• [Work to be completed] Would you restate every entry below word for word? Leave out the pictures.

Saved entries
Start of Block
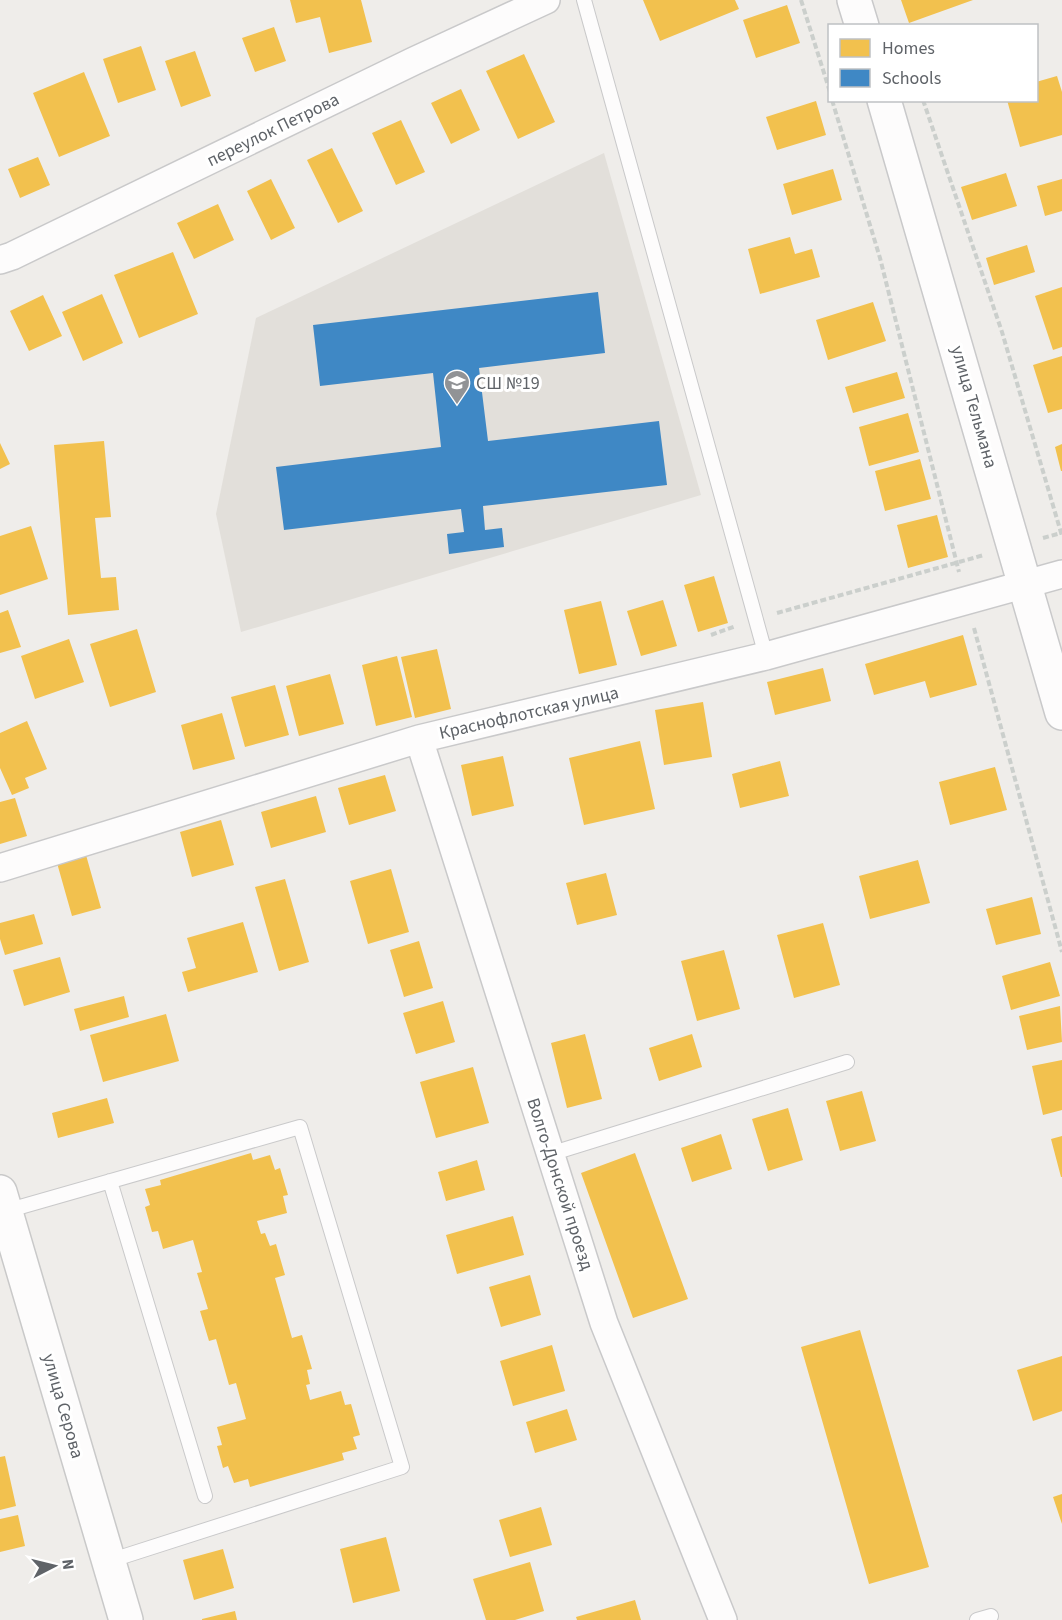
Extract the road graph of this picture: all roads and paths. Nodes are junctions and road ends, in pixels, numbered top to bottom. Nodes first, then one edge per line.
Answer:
1 (546, 0) edge
2 (584, 0) edge
3 (801, 0) edge
4 (854, 0) edge
5 (861, 24) edge
6 (828, 86) edge
7 (833, 102) edge
8 (885, 102) edge
9 (924, 102) edge
10 (0, 260) edge
11 (1062, 534) edge
12 (1015, 547) junction
13 (956, 563) junction
14 (1062, 574) edge
15 (1026, 584) junction
16 (966, 601) junction
17 (756, 619) junction
18 (711, 634) dead end
19 (766, 656) junction
20 (1062, 713) edge
21 (419, 739) junction
22 (0, 868) edge
23 (1062, 952) edge
24 (848, 1062) dead end
25 (550, 1154) junction
26 (110, 1181) junction
27 (3, 1202) edge
28 (204, 1497) dead end
29 (109, 1561) junction
30 (126, 1620) edge
31 (723, 1620) edge

1 - 10 street, переулок Петрова
2 - 17 lane
3 - 6 path
4 - 5 street
7 - 13 path
8 - 12 street, улица Тельмана
9 - 11 path
11 - 12 path
12 - 13 path
12 - 15 street, улица Тельмана
13 - 16 path
13 - 17 path
14 - 15 street, Краснофлотская улица
15 - 16 street, Краснофлотская улица
15 - 20 street, улица Тельмана
16 - 19 street, Краснофлотская улица
16 - 23 path
17 - 18 path
17 - 19 lane
19 - 21 street, Краснофлотская улица
21 - 22 street, Краснофлотская улица
21 - 25 street, Волго-Донской проезд
24 - 25 lane
25 - 31 street, Волго-Донской проезд
26 - 27 lane
26 - 28 lane
26 - 29 lane
27 - 29 street, улица Серова
29 - 30 street, улица Серова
End of Block
• [Finished task]
Extract the road graph of this picture: all roads and paths. Nodes are junctions and road ends, in pixels, numbered top to bottom. Nodes first, then one edge per line.
Answer:
1 (546, 0) edge
2 (584, 0) edge
3 (801, 0) edge
4 (854, 0) edge
5 (861, 24) edge
6 (828, 86) edge
7 (833, 102) edge
8 (885, 102) edge
9 (924, 102) edge
10 (0, 260) edge
11 (1062, 534) edge
12 (1015, 547) junction
13 (956, 563) junction
14 (1062, 574) edge
15 (1026, 584) junction
16 (966, 601) junction
17 (756, 619) junction
18 (711, 634) dead end
19 (766, 656) junction
20 (1062, 713) edge
21 (419, 739) junction
22 (0, 868) edge
23 (1062, 952) edge
24 (848, 1062) dead end
25 (550, 1154) junction
26 (110, 1181) junction
27 (3, 1202) edge
28 (204, 1497) dead end
29 (109, 1561) junction
30 (126, 1620) edge
31 (723, 1620) edge

1 - 10 street, переулок Петрова
2 - 17 lane
3 - 6 path
4 - 5 street
7 - 13 path
8 - 12 street, улица Тельмана
9 - 11 path
11 - 12 path
12 - 13 path
12 - 15 street, улица Тельмана
13 - 16 path
13 - 17 path
14 - 15 street, Краснофлотская улица
15 - 16 street, Краснофлотская улица
15 - 20 street, улица Тельмана
16 - 19 street, Краснофлотская улица
16 - 23 path
17 - 18 path
17 - 19 lane
19 - 21 street, Краснофлотская улица
21 - 22 street, Краснофлотская улица
21 - 25 street, Волго-Донской проезд
24 - 25 lane
25 - 31 street, Волго-Донской проезд
26 - 27 lane
26 - 28 lane
26 - 29 lane
27 - 29 street, улица Серова
29 - 30 street, улица Серова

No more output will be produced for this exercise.